TJMT mantém afastamento de magistrado investigado por supost
A Corregedoria-Geral de Justiça decidiu manter o afastamento do juiz Paulo Martini, de Sinop, mesmo após a prescrição da ação penal que pesava contra ele.
A Corregedoria-Geral de Justiça decidiu manter o afastamento do juiz Paulo Martini, de Sinop, mesmo após a prescrição da ação penal que pesava contra ele.
A Corregedoria-Geral de Justiça de Mato Grosso ratificou a decisão que mantém o magistrado Paulo Martini afastado de suas atividades. O juiz, que exercia suas funções na Primeira Vara Cível de Sinop, foi alvo de uma condenação em 2016 que determinava a perda de seu cargo público devido a acusações de corrupção passiva.
A manutenção do afastamento ocorre em um cenário jurídico complexo, marcado pela prescrição da ação penal movida contra o magistrado. Agora, a medida administrativa precisa passar pelo crivo e ser referendada pelo Órgão Especial do Tribunal de Justiça de Mato Grosso (TJMT).
O histórico do caso remonta a 2016, quando o Tribunal de Justiça estadual condenou Martini sob a acusação de ter solicitado vantagens indevidas a um advogado. Segundo os registros processuais, o magistrado teria pedido a quantia de R$ 7 mil em espécie e um trator, avaliado em cerca de R$ 30 mil, em troca da emissão de decisões liminares favoráveis em processos que tramitavam sob sua responsabilidade.
A trajetória do processo sofreu uma reviravolta significativa em 2019, quando o Superior Tribunal de Justiça (STJ) optou por anular a condenação anterior. A corte superior identificou falhas procedimentais no Processo Administrativo Disciplinar (PAD) que havia culminado na perda do cargo do juiz. Apesar da anulação, Martini não retornou às suas funções, permanecendo afastado enquanto o trâmite da ação penal seguia seu curso.

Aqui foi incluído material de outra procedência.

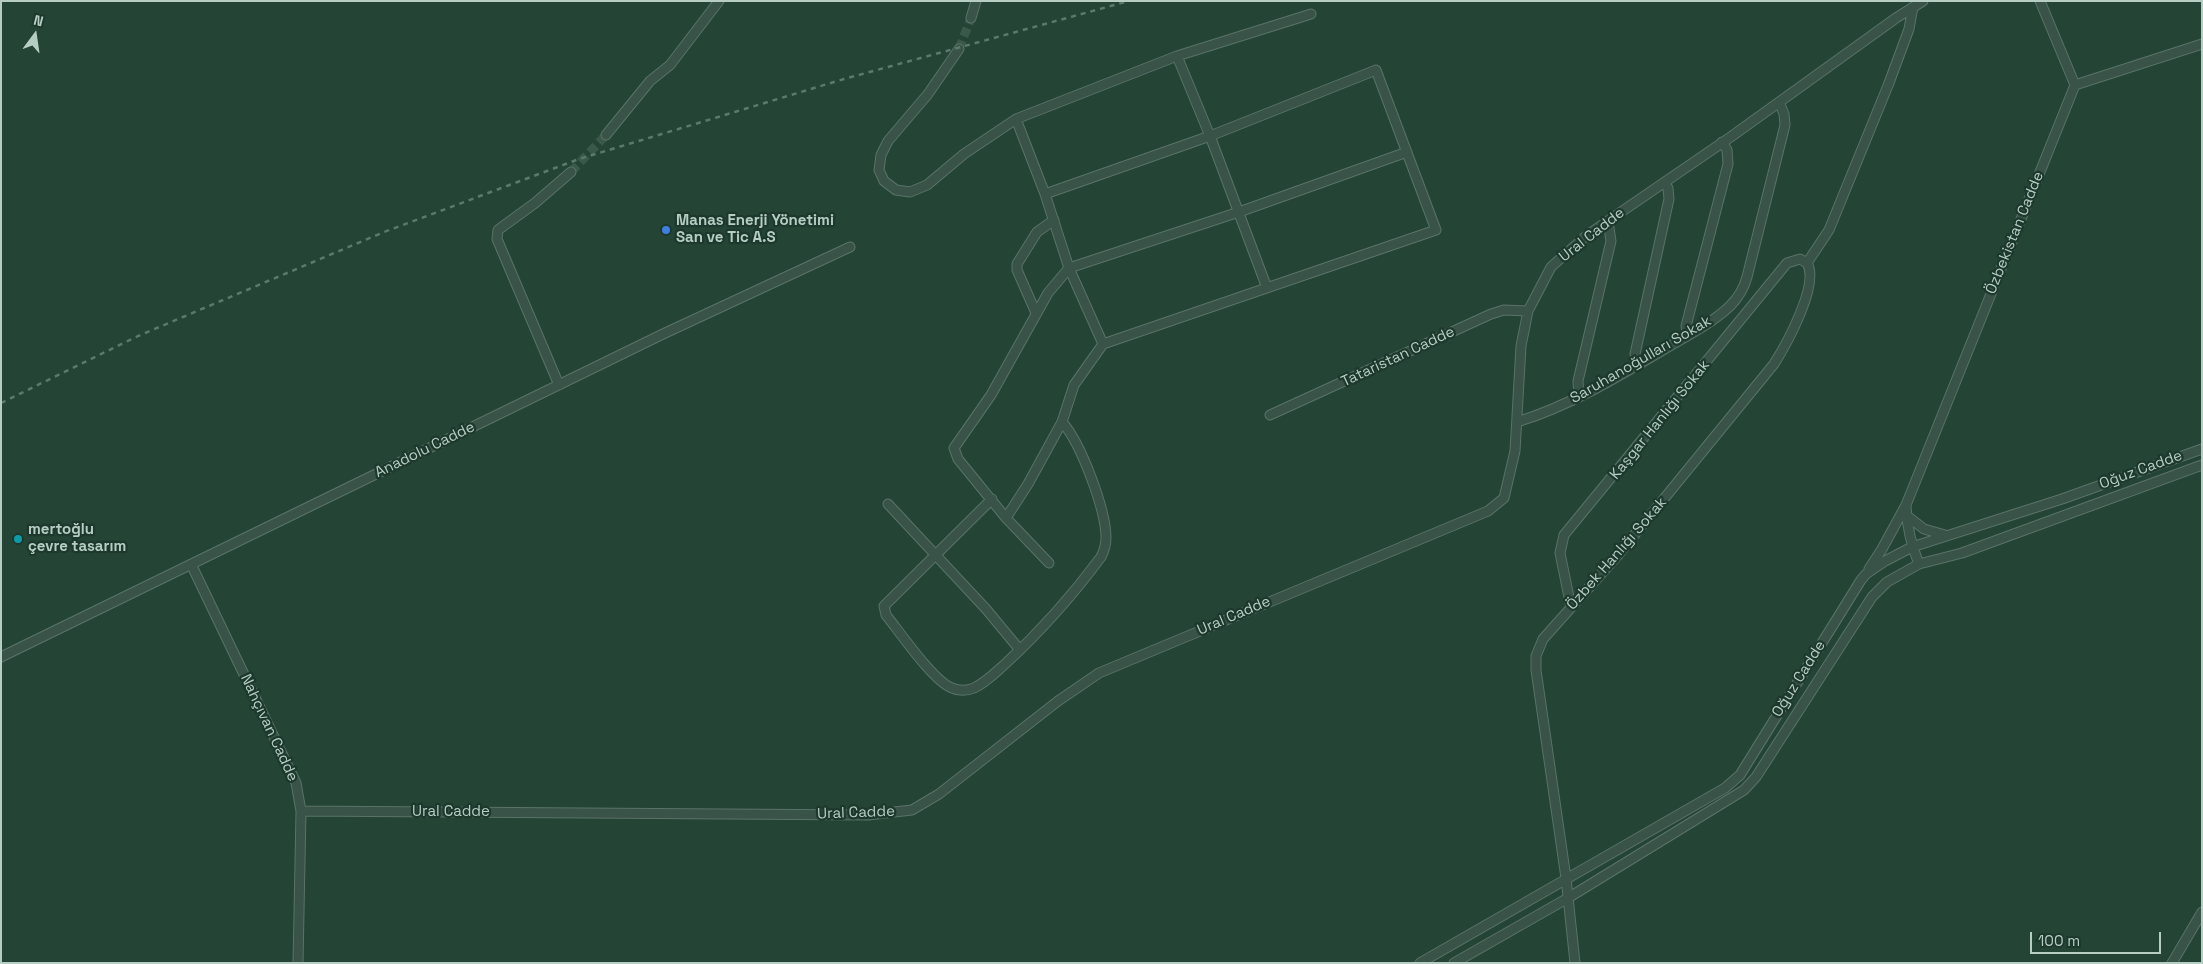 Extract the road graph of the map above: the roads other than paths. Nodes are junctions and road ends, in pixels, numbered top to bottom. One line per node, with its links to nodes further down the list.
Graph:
1 (719, 1): 14 (street)
2 (976, 1): 7 (street)
3 (1923, 1): 5 (street, Ural Cadde)
4 (2040, 1): 11 (street)
5 (1913, 7): 12 (street, Ural Cadde); 25 (street)
6 (1311, 14): 10 (street)
7 (972, 18)
8 (2202, 44): 11 (street)
9 (959, 49): 13 (street)
10 (1177, 56): 13 (street); 15 (street)
11 (2075, 85): 42 (street, Özbekistan Cadde)
12 (1779, 102): 16 (street, Ural Cadde); 30 (street, Saruhanoğulları Sokak)
13 (1016, 119): 20 (street)
14 (606, 135)
15 (1210, 136): 17 (street); 20 (street); 21 (street)
16 (1722, 142): 19 (street, Ural Cadde); 30 (street)
17 (1407, 152): 21 (street); 27 (street)
18 (571, 172): 33 (street)
19 (1664, 182): 23 (street, Ural Cadde); 32 (street)
20 (1045, 194): 22 (street)
21 (1239, 212): 26 (street); 27 (street)
22 (1054, 220): 26 (street); 29 (street)
23 (1608, 221): 28 (street, Ural Cadde); 34 (street)
24 (850, 246): 33 (street, Anadolu Cadde)
25 (1807, 263): 52 (street, Özbek Hanlığı Sokak); 52 (street, Kaşgar Hanlığı Sokak)
26 (1069, 268): 29 (street); 31 (street)
27 (1267, 288): 31 (street)
28 (1528, 311): 35 (street, Tataristan Cadde); 37 (street, Ural Cadde)
29 (1036, 313): 40 (street)
30 (1688, 335): 32 (street, Saruhanoğulları Sokak)
31 (1103, 344): 36 (street)
32 (1637, 366): 34 (street, Saruhanoğulları Sokak)
33 (559, 385): 49 (street, Anadolu Cadde)
34 (1579, 397): 37 (street, Saruhanoğulları Sokak)
35 (1270, 415)
36 (1062, 422): 44 (street); 53 (street)
37 (1517, 422): 55 (street, Ural Cadde)
38 (2202, 449): 45 (street, Oğuz Cadde)
39 (2202, 465): 50 (street, Oğuz Cadde)
40 (992, 499): 44 (street); 47 (street)
41 (888, 504): 47 (street)
42 (1906, 505): 43 (street); 51 (street, Özbekistan Cadde)
43 (1906, 515): 45 (street); 46 (street)
44 (1006, 518): 48 (street)
45 (1948, 536): 46 (street, Oğuz Cadde)
46 (1912, 548): 50 (street); 51 (street, Oğuz Cadde)
47 (936, 556): 53 (street); 53 (street)
48 (1049, 563)
49 (191, 564): 54 (street, Anadolu Cadde); 55 (street, Nahçıvan Cadde)
50 (1919, 564): 57 (street, Oğuz Cadde)
51 (1866, 574): 56 (street, Oğuz Cadde)
52 (1571, 608): 56 (street, Özbek Hanlığı Sokak)
53 (1020, 650)
54 (1, 656)
55 (301, 811): 59 (street, Nahçıvan Cadde)
56 (1566, 878): 57 (street, Özbek Hanlığı Sokak); 60 (street, Oğuz Cadde)
57 (1568, 898): 61 (street, Oğuz Cadde); 62 (street, Özbek Hanlığı Sokak)
58 (2202, 912): 63 (street)
59 (298, 963)
60 (1420, 963)
61 (1454, 963)
62 (1575, 963)
63 (2172, 963)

Um desdobramento relevante ocorreu em 2022, quando o advogado Celso Souza Lins, que figurava como responsável pela denúncia original, apresentou uma retratação pública. Em sua declaração, Lins inocentou o magistrado, alegando que toda a narrativa acusatória teria sido forjada por Sidney Marques, também advogado e falecido em dezembro de 2021. De acordo com o relato, ambos os advogados mantinham uma relação profissional próxima, atuando conjuntamente tanto na esfera privada quanto na Procuradoria do Município de Sinop.

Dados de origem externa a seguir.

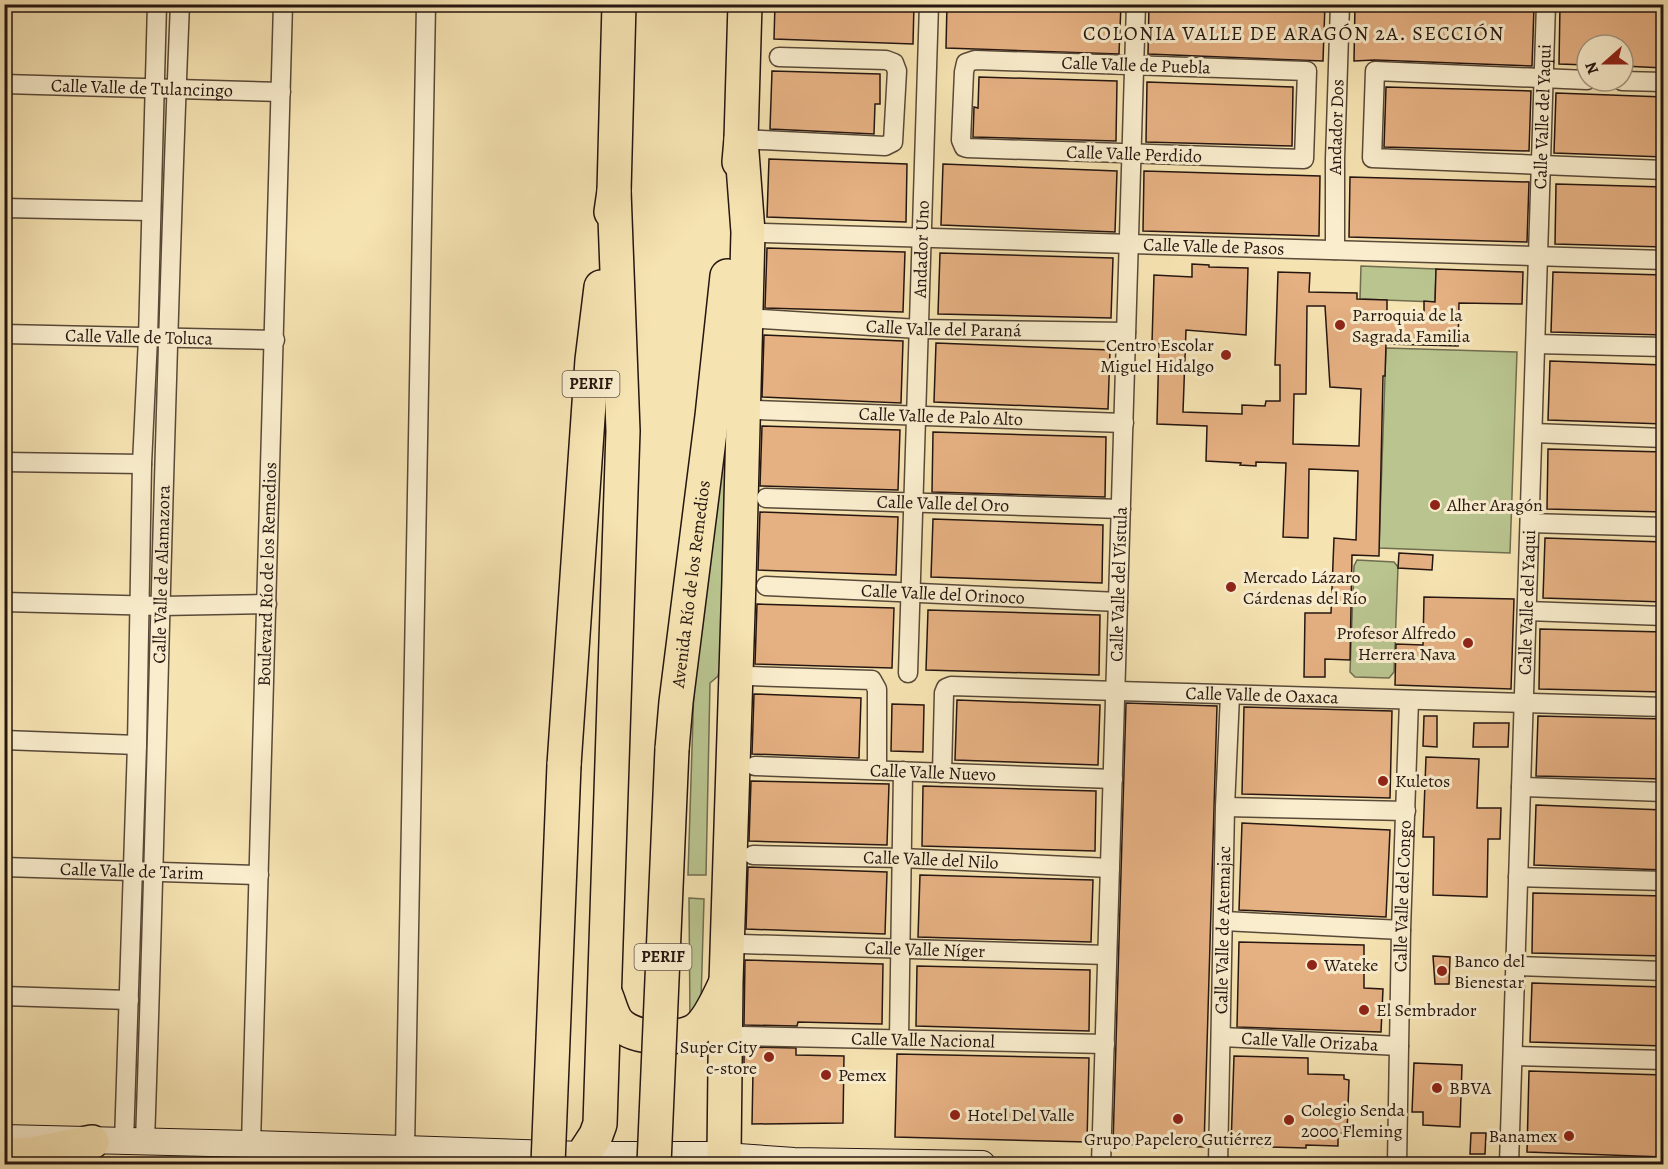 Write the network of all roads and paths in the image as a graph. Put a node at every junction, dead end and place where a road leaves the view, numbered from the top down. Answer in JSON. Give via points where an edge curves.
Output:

Embora a prescrição da ação penal tenha extinguido a punibilidade no âmbito criminal, a situação administrativa do magistrado segue sob análise das instâncias superiores do Judiciário mato-grossense. A decisão da Corregedoria reforça a cautela do tribunal em relação ao retorno do juiz às suas atividades jurisdicionais enquanto o caso não é definitivamente encerrado pelo Órgão Especial.